**PROMPT:**
Copy out the entries that follow, exactly as written.

(DATA SHOWN Opens)

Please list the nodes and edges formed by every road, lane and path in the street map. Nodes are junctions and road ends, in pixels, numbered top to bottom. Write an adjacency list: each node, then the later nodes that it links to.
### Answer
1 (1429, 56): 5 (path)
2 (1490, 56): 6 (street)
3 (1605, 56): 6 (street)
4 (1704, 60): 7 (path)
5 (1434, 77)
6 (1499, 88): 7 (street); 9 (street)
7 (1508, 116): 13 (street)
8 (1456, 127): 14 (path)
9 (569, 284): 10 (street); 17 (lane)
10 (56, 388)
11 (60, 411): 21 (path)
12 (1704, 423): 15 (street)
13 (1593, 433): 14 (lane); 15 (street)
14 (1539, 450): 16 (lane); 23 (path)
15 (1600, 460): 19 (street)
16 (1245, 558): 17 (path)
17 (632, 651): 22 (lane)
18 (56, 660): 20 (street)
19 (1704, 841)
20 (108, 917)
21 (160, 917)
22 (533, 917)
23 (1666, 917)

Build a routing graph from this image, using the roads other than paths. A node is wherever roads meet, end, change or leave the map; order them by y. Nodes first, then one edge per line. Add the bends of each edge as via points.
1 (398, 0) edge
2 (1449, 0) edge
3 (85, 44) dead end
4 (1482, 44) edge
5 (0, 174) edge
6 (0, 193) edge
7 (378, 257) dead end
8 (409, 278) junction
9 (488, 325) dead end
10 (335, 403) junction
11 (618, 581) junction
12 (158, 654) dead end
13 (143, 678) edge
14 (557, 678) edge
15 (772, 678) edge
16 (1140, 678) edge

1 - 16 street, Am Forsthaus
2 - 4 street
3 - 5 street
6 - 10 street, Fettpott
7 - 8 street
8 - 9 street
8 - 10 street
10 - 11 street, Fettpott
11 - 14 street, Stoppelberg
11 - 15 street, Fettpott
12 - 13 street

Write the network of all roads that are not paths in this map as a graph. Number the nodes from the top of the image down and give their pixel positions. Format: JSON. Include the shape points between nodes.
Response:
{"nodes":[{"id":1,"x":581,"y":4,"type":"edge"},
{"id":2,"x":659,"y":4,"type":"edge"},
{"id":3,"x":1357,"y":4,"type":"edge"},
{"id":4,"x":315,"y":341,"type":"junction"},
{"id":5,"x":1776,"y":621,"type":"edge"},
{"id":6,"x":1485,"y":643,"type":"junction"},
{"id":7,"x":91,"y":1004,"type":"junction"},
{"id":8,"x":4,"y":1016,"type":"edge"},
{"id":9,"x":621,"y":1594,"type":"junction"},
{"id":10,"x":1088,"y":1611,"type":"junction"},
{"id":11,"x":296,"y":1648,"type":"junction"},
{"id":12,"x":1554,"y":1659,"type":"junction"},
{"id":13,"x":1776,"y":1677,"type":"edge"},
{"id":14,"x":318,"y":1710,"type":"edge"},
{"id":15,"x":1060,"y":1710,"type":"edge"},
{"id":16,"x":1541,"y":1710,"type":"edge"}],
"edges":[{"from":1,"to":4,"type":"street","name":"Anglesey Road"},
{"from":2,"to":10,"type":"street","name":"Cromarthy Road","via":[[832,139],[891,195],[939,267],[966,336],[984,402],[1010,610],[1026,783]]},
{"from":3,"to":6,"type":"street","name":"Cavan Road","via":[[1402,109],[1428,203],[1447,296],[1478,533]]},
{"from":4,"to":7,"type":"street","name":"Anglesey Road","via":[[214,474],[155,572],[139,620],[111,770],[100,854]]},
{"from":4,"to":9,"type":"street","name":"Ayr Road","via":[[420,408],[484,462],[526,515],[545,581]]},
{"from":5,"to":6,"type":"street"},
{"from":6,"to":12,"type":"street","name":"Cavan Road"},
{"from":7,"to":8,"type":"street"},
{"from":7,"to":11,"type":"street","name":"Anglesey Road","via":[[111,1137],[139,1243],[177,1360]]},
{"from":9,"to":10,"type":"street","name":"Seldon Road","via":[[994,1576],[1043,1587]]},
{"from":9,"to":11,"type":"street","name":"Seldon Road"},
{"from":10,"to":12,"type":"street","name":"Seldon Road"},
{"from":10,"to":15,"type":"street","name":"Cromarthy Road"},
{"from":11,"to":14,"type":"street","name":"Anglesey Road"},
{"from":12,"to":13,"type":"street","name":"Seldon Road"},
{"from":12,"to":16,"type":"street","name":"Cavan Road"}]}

(DATA SHOWN Closes)

**THE COMPLETED TASK:**
Please list the nodes and edges formed by every road, lane and path in the street map. Nodes are junctions and road ends, in pixels, numbered top to bottom. Write an adjacency list: each node, then the later nodes that it links to.
### Answer
1 (1429, 56): 5 (path)
2 (1490, 56): 6 (street)
3 (1605, 56): 6 (street)
4 (1704, 60): 7 (path)
5 (1434, 77)
6 (1499, 88): 7 (street); 9 (street)
7 (1508, 116): 13 (street)
8 (1456, 127): 14 (path)
9 (569, 284): 10 (street); 17 (lane)
10 (56, 388)
11 (60, 411): 21 (path)
12 (1704, 423): 15 (street)
13 (1593, 433): 14 (lane); 15 (street)
14 (1539, 450): 16 (lane); 23 (path)
15 (1600, 460): 19 (street)
16 (1245, 558): 17 (path)
17 (632, 651): 22 (lane)
18 (56, 660): 20 (street)
19 (1704, 841)
20 (108, 917)
21 (160, 917)
22 (533, 917)
23 (1666, 917)

Build a routing graph from this image, using the roads other than paths. A node is wherever roads meet, end, change or leave the map; order them by y. Nodes first, then one edge per line. Add the bends of each edge as via points.
1 (398, 0) edge
2 (1449, 0) edge
3 (85, 44) dead end
4 (1482, 44) edge
5 (0, 174) edge
6 (0, 193) edge
7 (378, 257) dead end
8 (409, 278) junction
9 (488, 325) dead end
10 (335, 403) junction
11 (618, 581) junction
12 (158, 654) dead end
13 (143, 678) edge
14 (557, 678) edge
15 (772, 678) edge
16 (1140, 678) edge

1 - 16 street, Am Forsthaus
2 - 4 street
3 - 5 street
6 - 10 street, Fettpott
7 - 8 street
8 - 9 street
8 - 10 street
10 - 11 street, Fettpott
11 - 14 street, Stoppelberg
11 - 15 street, Fettpott
12 - 13 street

Write the network of all roads that are not paths in this map as a graph. Number the nodes from the top of the image down and give their pixel positions. Format: JSON. Include the shape points between nodes.
Response:
{"nodes":[{"id":1,"x":581,"y":4,"type":"edge"},
{"id":2,"x":659,"y":4,"type":"edge"},
{"id":3,"x":1357,"y":4,"type":"edge"},
{"id":4,"x":315,"y":341,"type":"junction"},
{"id":5,"x":1776,"y":621,"type":"edge"},
{"id":6,"x":1485,"y":643,"type":"junction"},
{"id":7,"x":91,"y":1004,"type":"junction"},
{"id":8,"x":4,"y":1016,"type":"edge"},
{"id":9,"x":621,"y":1594,"type":"junction"},
{"id":10,"x":1088,"y":1611,"type":"junction"},
{"id":11,"x":296,"y":1648,"type":"junction"},
{"id":12,"x":1554,"y":1659,"type":"junction"},
{"id":13,"x":1776,"y":1677,"type":"edge"},
{"id":14,"x":318,"y":1710,"type":"edge"},
{"id":15,"x":1060,"y":1710,"type":"edge"},
{"id":16,"x":1541,"y":1710,"type":"edge"}],
"edges":[{"from":1,"to":4,"type":"street","name":"Anglesey Road"},
{"from":2,"to":10,"type":"street","name":"Cromarthy Road","via":[[832,139],[891,195],[939,267],[966,336],[984,402],[1010,610],[1026,783]]},
{"from":3,"to":6,"type":"street","name":"Cavan Road","via":[[1402,109],[1428,203],[1447,296],[1478,533]]},
{"from":4,"to":7,"type":"street","name":"Anglesey Road","via":[[214,474],[155,572],[139,620],[111,770],[100,854]]},
{"from":4,"to":9,"type":"street","name":"Ayr Road","via":[[420,408],[484,462],[526,515],[545,581]]},
{"from":5,"to":6,"type":"street"},
{"from":6,"to":12,"type":"street","name":"Cavan Road"},
{"from":7,"to":8,"type":"street"},
{"from":7,"to":11,"type":"street","name":"Anglesey Road","via":[[111,1137],[139,1243],[177,1360]]},
{"from":9,"to":10,"type":"street","name":"Seldon Road","via":[[994,1576],[1043,1587]]},
{"from":9,"to":11,"type":"street","name":"Seldon Road"},
{"from":10,"to":12,"type":"street","name":"Seldon Road"},
{"from":10,"to":15,"type":"street","name":"Cromarthy Road"},
{"from":11,"to":14,"type":"street","name":"Anglesey Road"},
{"from":12,"to":13,"type":"street","name":"Seldon Road"},
{"from":12,"to":16,"type":"street","name":"Cavan Road"}]}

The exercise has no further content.